Enabling Your GPU for a Solver in MusicBox#
This tutorial will show you to use utilize a GPU for your MusicBox work. However, this tutorial will not cover how to efficiently use a GPU through parallelization; it will simply introduce getting a GPU set up to run your code. Note: This tutorial requires you to have a Linux GPU-ready environment handy, such as a supercomputing node; it will fail otherwise.
1. Creating a GPU Virtual Environment#
Running code on a GPU requires a different install protocol when setting up a virtual environment. To do so, run these commands in your terminal:
conda create --name music_box_gpu python=3.9
conda activate music_box_gpu
pip install --upgrade setuptools pip wheel
pip install nvidia-pyindex
pip install acom_music_box
pip install musica[gpu]
conda install ipykernel scikit-learn seaborn scipy dask
2. Importing MusicBox#
Importing MusicBox is largerly the same, but with an additional is_cuda_available() function to verify that the GPU is running properly:
[1]:
from acom_music_box import MusicBox, Conditions
import musica.mechanism_configuration as mc
import matplotlib.pyplot as plt
from musica.cuda import is_cuda_available
from musica import SolverType
As with creating the music_box environment in the Basic Workflow Tutorial, this cell may be slow to run the first time.
3. Running a Basic Solver on GPU#
This code is a copy of the Basic Workflow Tutorial, but with an if statement added outside the main code to verify that it is running on a GPU. If you are seeing “Error: No GPU Available” being printed, that means a GPU was not detected; verify that your environment has a GPU.
[2]:
if is_cuda_available():
# Create each of the species that will be simulated
X = mc.Species(name="X")
Y = mc.Species(name="Y")
Z = mc.Species(name="Z")
species = {"X": X, "Y": Y, "Z": Z}
gas = mc.Phase(name="gas", species=list(species.values()))
# Create the reactions that the species undergo in the
arr1 = mc.Arrhenius(name="X->Y", A=4.0e-3, C=50, reactants=[species["X"]], products=[species["Y"]], gas_phase=gas)
arr2 = mc.Arrhenius(name="Y->Z", A=4.0e-3, C=50, reactants=[species["Y"]], products=[species["Z"]], gas_phase=gas)
rxns = {"X->Y": arr1, "Y->Z": arr2}
# Create the mechanism that is defined by the species, phases, and reactions
mechanism = mc.Mechanism(name="tutorial_mechanism", species=list(species.values()), phases=[gas], reactions=list(rxns.values()))

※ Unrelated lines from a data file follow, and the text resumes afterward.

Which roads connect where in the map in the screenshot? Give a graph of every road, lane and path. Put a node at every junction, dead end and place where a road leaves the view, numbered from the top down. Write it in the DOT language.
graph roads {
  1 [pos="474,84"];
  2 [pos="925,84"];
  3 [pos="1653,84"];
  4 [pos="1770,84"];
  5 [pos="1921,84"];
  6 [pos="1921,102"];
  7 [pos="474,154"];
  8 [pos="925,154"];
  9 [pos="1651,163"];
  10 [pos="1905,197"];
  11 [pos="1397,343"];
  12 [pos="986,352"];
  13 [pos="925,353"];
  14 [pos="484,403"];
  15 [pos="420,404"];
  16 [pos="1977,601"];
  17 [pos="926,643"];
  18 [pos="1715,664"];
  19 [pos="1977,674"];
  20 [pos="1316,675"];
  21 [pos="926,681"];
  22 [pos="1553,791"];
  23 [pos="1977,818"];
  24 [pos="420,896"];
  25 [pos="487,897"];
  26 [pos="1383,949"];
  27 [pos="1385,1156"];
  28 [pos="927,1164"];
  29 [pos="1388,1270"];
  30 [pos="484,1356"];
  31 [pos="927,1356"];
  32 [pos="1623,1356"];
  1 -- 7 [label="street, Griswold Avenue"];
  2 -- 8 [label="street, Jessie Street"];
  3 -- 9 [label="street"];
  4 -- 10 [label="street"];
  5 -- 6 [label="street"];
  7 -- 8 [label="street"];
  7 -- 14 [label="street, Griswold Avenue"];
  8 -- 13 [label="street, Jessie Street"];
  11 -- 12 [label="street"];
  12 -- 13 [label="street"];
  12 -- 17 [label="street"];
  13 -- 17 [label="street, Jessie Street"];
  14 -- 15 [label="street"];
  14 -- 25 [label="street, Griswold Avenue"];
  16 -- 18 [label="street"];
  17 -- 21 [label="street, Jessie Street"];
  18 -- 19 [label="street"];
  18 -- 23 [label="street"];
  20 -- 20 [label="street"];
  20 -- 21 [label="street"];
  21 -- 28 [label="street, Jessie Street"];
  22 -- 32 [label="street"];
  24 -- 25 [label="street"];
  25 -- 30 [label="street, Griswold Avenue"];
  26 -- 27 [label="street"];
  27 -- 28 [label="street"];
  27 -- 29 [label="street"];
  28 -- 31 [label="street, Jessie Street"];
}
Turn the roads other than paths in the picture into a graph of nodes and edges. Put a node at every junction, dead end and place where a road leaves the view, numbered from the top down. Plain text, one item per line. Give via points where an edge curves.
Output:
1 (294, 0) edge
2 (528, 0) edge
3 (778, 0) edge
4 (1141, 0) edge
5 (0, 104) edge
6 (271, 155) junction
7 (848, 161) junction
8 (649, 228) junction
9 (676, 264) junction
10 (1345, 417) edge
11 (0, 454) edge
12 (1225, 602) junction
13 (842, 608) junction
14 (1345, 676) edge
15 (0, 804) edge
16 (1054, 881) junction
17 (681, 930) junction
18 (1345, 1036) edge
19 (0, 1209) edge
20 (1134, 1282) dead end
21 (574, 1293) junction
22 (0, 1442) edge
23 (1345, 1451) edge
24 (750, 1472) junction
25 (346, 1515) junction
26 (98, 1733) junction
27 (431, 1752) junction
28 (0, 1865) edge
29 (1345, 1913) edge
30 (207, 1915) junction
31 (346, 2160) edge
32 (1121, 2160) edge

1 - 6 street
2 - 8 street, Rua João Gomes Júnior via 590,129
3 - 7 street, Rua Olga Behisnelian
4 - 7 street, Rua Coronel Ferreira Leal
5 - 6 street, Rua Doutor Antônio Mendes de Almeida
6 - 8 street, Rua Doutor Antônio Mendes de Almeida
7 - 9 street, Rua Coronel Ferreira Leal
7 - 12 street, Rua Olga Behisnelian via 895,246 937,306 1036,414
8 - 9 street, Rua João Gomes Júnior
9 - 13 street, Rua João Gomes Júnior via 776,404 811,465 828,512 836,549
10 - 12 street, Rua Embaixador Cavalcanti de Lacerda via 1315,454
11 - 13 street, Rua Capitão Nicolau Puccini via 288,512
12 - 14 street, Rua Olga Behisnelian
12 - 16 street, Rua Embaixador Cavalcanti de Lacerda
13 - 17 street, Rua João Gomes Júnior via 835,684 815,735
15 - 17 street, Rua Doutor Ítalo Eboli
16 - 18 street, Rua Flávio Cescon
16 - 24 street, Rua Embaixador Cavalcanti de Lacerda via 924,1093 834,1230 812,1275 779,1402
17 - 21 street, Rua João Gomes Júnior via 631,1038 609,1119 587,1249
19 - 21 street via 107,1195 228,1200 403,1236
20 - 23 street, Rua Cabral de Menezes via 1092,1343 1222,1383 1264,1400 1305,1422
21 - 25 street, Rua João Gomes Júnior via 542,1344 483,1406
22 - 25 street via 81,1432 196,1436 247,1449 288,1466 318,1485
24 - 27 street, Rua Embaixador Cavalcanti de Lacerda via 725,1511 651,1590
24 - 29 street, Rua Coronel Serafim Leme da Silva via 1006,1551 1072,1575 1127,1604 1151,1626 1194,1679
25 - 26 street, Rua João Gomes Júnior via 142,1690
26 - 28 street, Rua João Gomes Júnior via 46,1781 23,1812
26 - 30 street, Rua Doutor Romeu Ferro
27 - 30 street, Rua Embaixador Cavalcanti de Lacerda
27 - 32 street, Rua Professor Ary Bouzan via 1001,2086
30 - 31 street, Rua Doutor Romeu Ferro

# Create the box model that contains the mechanism
box_model = MusicBox()
box_model.load_mechanism(mechanism, solver_type=SolverType.cuda_rosenbrock)
# Set the conditions of the box model at time = 0 s
box_model.initial_conditions = Conditions(
temperature=298.15, # Units: Kelvin (K)
pressure=101325.0, # Units: Pascals (Pa)
species_concentrations={ # Units: mol/m^3
"X": 3.75,
"Y": 5.0,
"Z": 2.5,
}
)
# Set the box model conditions at the defined time
box_model.add_evolving_condition(
100.0, # Units: Seconds (s)
Conditions(
temperature=75.0, # Units: Kelvin (K)
pressure=100100.0 # Units: Pascals (Pa)
)
)
# Set the additional configuration options for the box model
box_model.box_model_options.simulation_length = 200 # Units: Seconds (s)
box_model.box_model_options.chem_step_time = 1 # Units: Seconds (s)
box_model.box_model_options.output_step_time = 20 # Units: Seconds (s)
df = box_model.solve()
display(df)
df.plot(x='time.s', y=['CONC.X.mol m-3', 'CONC.Y.mol m-3', 'CONC.Z.mol m-3'], title='Concentration over time', ylabel='Concentration (mol m-3)', xlabel='Time (s)')
plt.show()
else:
print("Error: No GPU Available")
Error: No GPU Available